[Stored items]
_ _ _ _ _

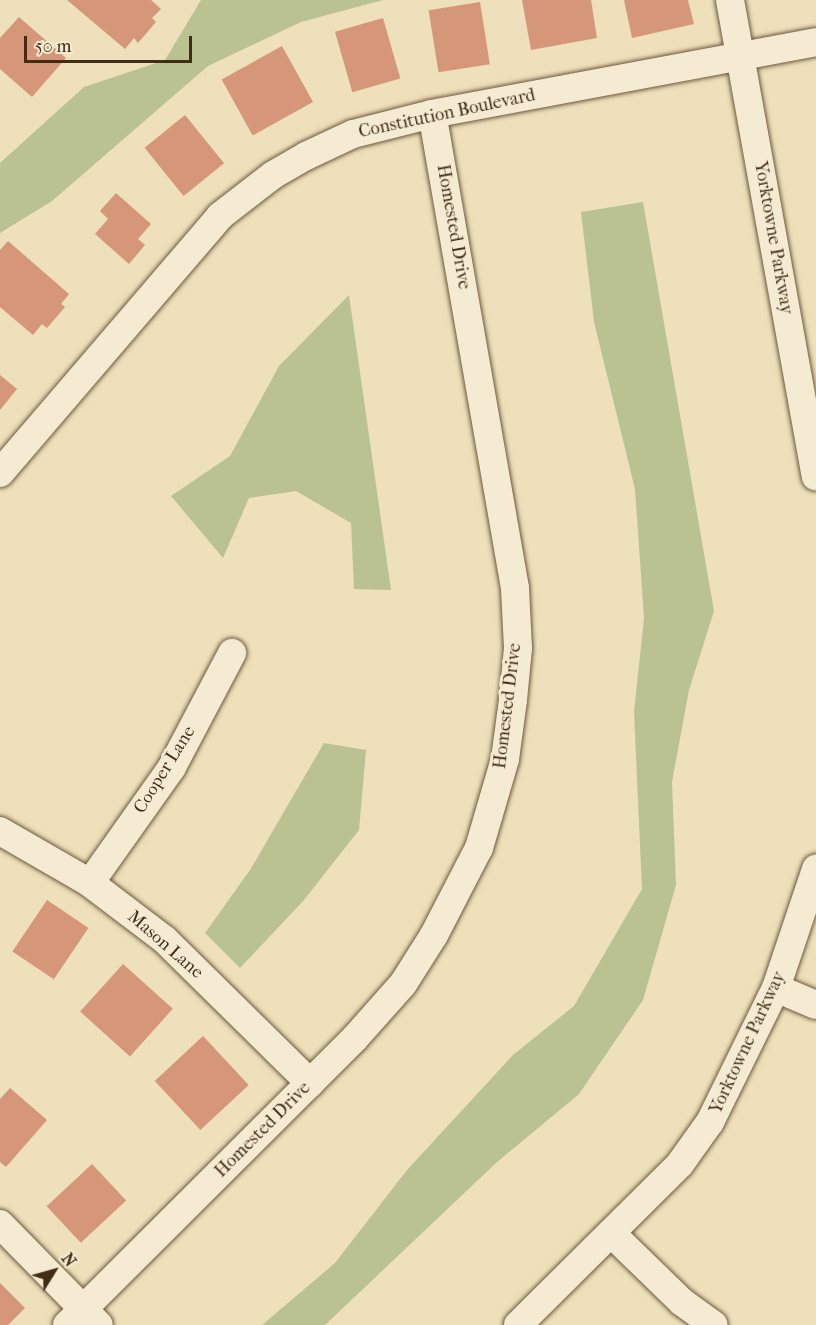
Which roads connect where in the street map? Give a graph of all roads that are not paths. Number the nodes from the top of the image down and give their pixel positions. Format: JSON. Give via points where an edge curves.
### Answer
{"nodes":[{"id":1,"x":730,"y":0,"type":"edge"},
{"id":2,"x":816,"y":42,"type":"edge"},
{"id":3,"x":740,"y":56,"type":"junction"},
{"id":4,"x":432,"y":114,"type":"junction"},
{"id":5,"x":0,"y":473,"type":"edge"},
{"id":6,"x":816,"y":476,"type":"edge"},
{"id":7,"x":232,"y":653,"type":"dead end"},
{"id":8,"x":0,"y":831,"type":"edge"},
{"id":9,"x":816,"y":869,"type":"edge"},
{"id":10,"x":90,"y":883,"type":"junction"},
{"id":11,"x":776,"y":988,"type":"junction"},
{"id":12,"x":816,"y":1005,"type":"edge"},
{"id":13,"x":310,"y":1083,"type":"junction"},
{"id":14,"x":0,"y":1224,"type":"edge"},
{"id":15,"x":610,"y":1233,"type":"junction"},
{"id":16,"x":83,"y":1320,"type":"edge"},
{"id":17,"x":518,"y":1325,"type":"edge"},
{"id":18,"x":714,"y":1325,"type":"edge"}],
"edges":[{"from":1,"to":3,"type":"street","name":"Yorktowne Parkway"},
{"from":2,"to":3,"type":"street","name":"Constitution Boulevard"},
{"from":3,"to":4,"type":"street","name":"Constitution Boulevard"},
{"from":3,"to":6,"type":"street","name":"Yorktowne Parkway"},
{"from":4,"to":5,"type":"street","name":"Constitution Boulevard","via":[[353,134],[306,156],[220,216]]},
{"from":4,"to":13,"type":"street","name":"Homested Drive","via":[[511,550],[518,648],[513,700],[505,759],[479,848],[434,935],[403,984]]},
{"from":7,"to":10,"type":"street","name":"Cooper Lane","via":[[172,767]]},
{"from":8,"to":10,"type":"street","name":"Mason Lane"},
{"from":9,"to":11,"type":"street","name":"Yorktowne Parkway"},
{"from":10,"to":13,"type":"street","name":"Mason Lane","via":[[165,940]]},
{"from":11,"to":12,"type":"street"},
{"from":11,"to":15,"type":"street","name":"Yorktowne Parkway","via":[[710,1122],[680,1164]]},
{"from":13,"to":16,"type":"street","name":"Homested Drive"},
{"from":14,"to":16,"type":"street"},
{"from":15,"to":17,"type":"street","name":"Yorktowne Parkway"},
{"from":15,"to":18,"type":"street","via":[[682,1302]]}]}
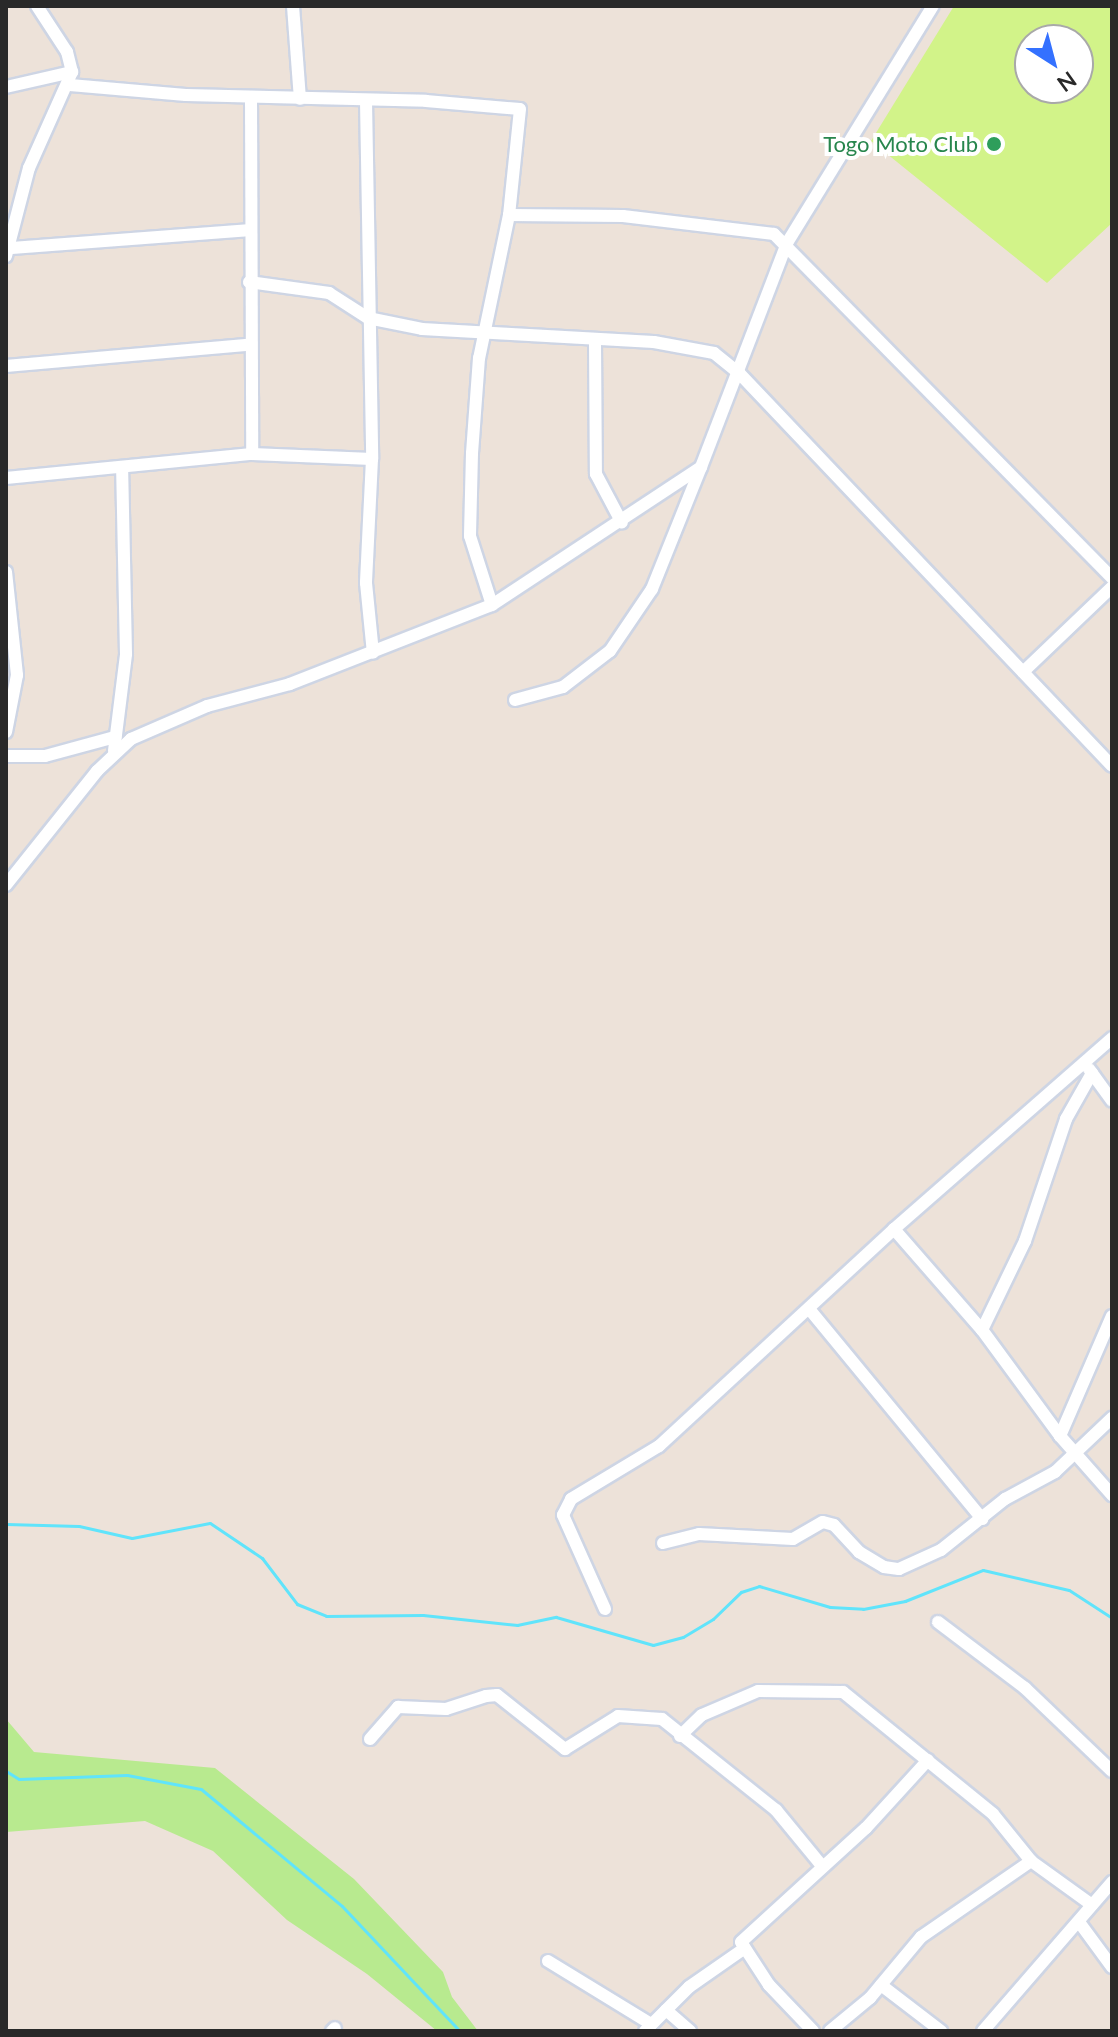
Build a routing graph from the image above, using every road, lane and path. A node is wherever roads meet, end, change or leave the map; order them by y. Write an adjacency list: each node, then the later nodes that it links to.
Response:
1 (37, 6): 4 (street)
2 (293, 6): 7 (street)
3 (933, 6): 11 (street)
4 (71, 78): 5 (street); 6 (street); 12 (street)
5 (6, 87)
6 (251, 97): 7 (street); 10 (street)
7 (300, 99): 8 (street)
8 (366, 101): 9 (street); 14 (street)
9 (509, 215): 11 (street); 15 (street)
10 (248, 230): 12 (street); 13 (street)
11 (787, 243): 19 (street); 27 (street)
12 (9, 244)
13 (249, 282): 14 (street); 17 (street)
14 (368, 318): 15 (street); 21 (street)
15 (484, 334): 16 (street); 29 (street)
16 (595, 342): 19 (street); 25 (street)
17 (248, 345): 18 (street); 20 (street)
18 (6, 366)
19 (740, 374): 22 (street); 31 (street)
20 (252, 454): 21 (street); 23 (street)
21 (372, 459): 30 (street)
22 (701, 467): 25 (street); 32 (street)
23 (122, 468): 24 (street); 34 (street)
24 (6, 478)
25 (622, 523): 29 (street)
26 (6, 572): 33 (street)
27 (1112, 578)
28 (1112, 587): 31 (street)
29 (492, 605): 30 (street)
30 (373, 653): 35 (street)
31 (1023, 672): 37 (street)
32 (515, 700)
33 (6, 732)
34 (115, 737): 35 (street); 36 (street)
35 (114, 751): 38 (street)
36 (6, 756)
37 (1112, 766)
38 (6, 885)
39 (1112, 1038): 40 (street)
40 (1083, 1059): 41 (street); 43 (street)
41 (1092, 1073): 42 (street); 46 (street)
42 (1112, 1101)
43 (894, 1229): 44 (street); 46 (street)
44 (810, 1310): 51 (street); 53 (street)
45 (1112, 1316): 48 (street)
46 (982, 1330): 48 (street)
47 (1112, 1418): 49 (street)
48 (1060, 1436): 49 (street)
49 (1076, 1452): 50 (street); 51 (street)
50 (1112, 1495)
51 (982, 1519): 52 (street)
52 (663, 1543)
53 (605, 1609)
54 (938, 1622): 58 (street)
55 (680, 1736): 56 (street); 57 (street); 60 (street)
56 (370, 1739)
57 (928, 1760): 59 (street); 60 (street)
58 (1112, 1771)
59 (1031, 1861): 62 (street); 67 (street)
60 (822, 1866): 64 (street)
61 (1112, 1882): 62 (street)
62 (1092, 1905): 63 (street)
63 (1079, 1922): 66 (street); 74 (street)
64 (745, 1948): 68 (street); 71 (street)
65 (548, 1961): 69 (street)
66 (1112, 1967)
67 (881, 1985): 72 (street); 73 (street)
68 (666, 2010): 69 (street); 70 (street)
69 (648, 2028)
70 (690, 2031)
71 (813, 2031)
72 (830, 2031)
73 (941, 2031)
74 (983, 2031)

_ _ _ _ _

_DIRECTIONS FOR THIS TASK:_ The records above are to be repeated exactly, with the pictures left out.

_RESULT OF THIS TASK:_
Which roads connect where in the street map? Give a graph of all roads that are not paths. Number the nodes from the top of the image down and give their pixel positions. Format: JSON. Give via points where an edge curves.
### Answer
{"nodes":[{"id":1,"x":730,"y":0,"type":"edge"},
{"id":2,"x":816,"y":42,"type":"edge"},
{"id":3,"x":740,"y":56,"type":"junction"},
{"id":4,"x":432,"y":114,"type":"junction"},
{"id":5,"x":0,"y":473,"type":"edge"},
{"id":6,"x":816,"y":476,"type":"edge"},
{"id":7,"x":232,"y":653,"type":"dead end"},
{"id":8,"x":0,"y":831,"type":"edge"},
{"id":9,"x":816,"y":869,"type":"edge"},
{"id":10,"x":90,"y":883,"type":"junction"},
{"id":11,"x":776,"y":988,"type":"junction"},
{"id":12,"x":816,"y":1005,"type":"edge"},
{"id":13,"x":310,"y":1083,"type":"junction"},
{"id":14,"x":0,"y":1224,"type":"edge"},
{"id":15,"x":610,"y":1233,"type":"junction"},
{"id":16,"x":83,"y":1320,"type":"edge"},
{"id":17,"x":518,"y":1325,"type":"edge"},
{"id":18,"x":714,"y":1325,"type":"edge"}],
"edges":[{"from":1,"to":3,"type":"street","name":"Yorktowne Parkway"},
{"from":2,"to":3,"type":"street","name":"Constitution Boulevard"},
{"from":3,"to":4,"type":"street","name":"Constitution Boulevard"},
{"from":3,"to":6,"type":"street","name":"Yorktowne Parkway"},
{"from":4,"to":5,"type":"street","name":"Constitution Boulevard","via":[[353,134],[306,156],[220,216]]},
{"from":4,"to":13,"type":"street","name":"Homested Drive","via":[[511,550],[518,648],[513,700],[505,759],[479,848],[434,935],[403,984]]},
{"from":7,"to":10,"type":"street","name":"Cooper Lane","via":[[172,767]]},
{"from":8,"to":10,"type":"street","name":"Mason Lane"},
{"from":9,"to":11,"type":"street","name":"Yorktowne Parkway"},
{"from":10,"to":13,"type":"street","name":"Mason Lane","via":[[165,940]]},
{"from":11,"to":12,"type":"street"},
{"from":11,"to":15,"type":"street","name":"Yorktowne Parkway","via":[[710,1122],[680,1164]]},
{"from":13,"to":16,"type":"street","name":"Homested Drive"},
{"from":14,"to":16,"type":"street"},
{"from":15,"to":17,"type":"street","name":"Yorktowne Parkway"},
{"from":15,"to":18,"type":"street","via":[[682,1302]]}]}
Build a routing graph from the image above, using every road, lane and path. A node is wherever roads meet, end, change or leave the map; order them by y. Write an adjacency list: each node, then the later nodes that it links to.
Response:
1 (37, 6): 4 (street)
2 (293, 6): 7 (street)
3 (933, 6): 11 (street)
4 (71, 78): 5 (street); 6 (street); 12 (street)
5 (6, 87)
6 (251, 97): 7 (street); 10 (street)
7 (300, 99): 8 (street)
8 (366, 101): 9 (street); 14 (street)
9 (509, 215): 11 (street); 15 (street)
10 (248, 230): 12 (street); 13 (street)
11 (787, 243): 19 (street); 27 (street)
12 (9, 244)
13 (249, 282): 14 (street); 17 (street)
14 (368, 318): 15 (street); 21 (street)
15 (484, 334): 16 (street); 29 (street)
16 (595, 342): 19 (street); 25 (street)
17 (248, 345): 18 (street); 20 (street)
18 (6, 366)
19 (740, 374): 22 (street); 31 (street)
20 (252, 454): 21 (street); 23 (street)
21 (372, 459): 30 (street)
22 (701, 467): 25 (street); 32 (street)
23 (122, 468): 24 (street); 34 (street)
24 (6, 478)
25 (622, 523): 29 (street)
26 (6, 572): 33 (street)
27 (1112, 578)
28 (1112, 587): 31 (street)
29 (492, 605): 30 (street)
30 (373, 653): 35 (street)
31 (1023, 672): 37 (street)
32 (515, 700)
33 (6, 732)
34 (115, 737): 35 (street); 36 (street)
35 (114, 751): 38 (street)
36 (6, 756)
37 (1112, 766)
38 (6, 885)
39 (1112, 1038): 40 (street)
40 (1083, 1059): 41 (street); 43 (street)
41 (1092, 1073): 42 (street); 46 (street)
42 (1112, 1101)
43 (894, 1229): 44 (street); 46 (street)
44 (810, 1310): 51 (street); 53 (street)
45 (1112, 1316): 48 (street)
46 (982, 1330): 48 (street)
47 (1112, 1418): 49 (street)
48 (1060, 1436): 49 (street)
49 (1076, 1452): 50 (street); 51 (street)
50 (1112, 1495)
51 (982, 1519): 52 (street)
52 (663, 1543)
53 (605, 1609)
54 (938, 1622): 58 (street)
55 (680, 1736): 56 (street); 57 (street); 60 (street)
56 (370, 1739)
57 (928, 1760): 59 (street); 60 (street)
58 (1112, 1771)
59 (1031, 1861): 62 (street); 67 (street)
60 (822, 1866): 64 (street)
61 (1112, 1882): 62 (street)
62 (1092, 1905): 63 (street)
63 (1079, 1922): 66 (street); 74 (street)
64 (745, 1948): 68 (street); 71 (street)
65 (548, 1961): 69 (street)
66 (1112, 1967)
67 (881, 1985): 72 (street); 73 (street)
68 (666, 2010): 69 (street); 70 (street)
69 (648, 2028)
70 (690, 2031)
71 (813, 2031)
72 (830, 2031)
73 (941, 2031)
74 (983, 2031)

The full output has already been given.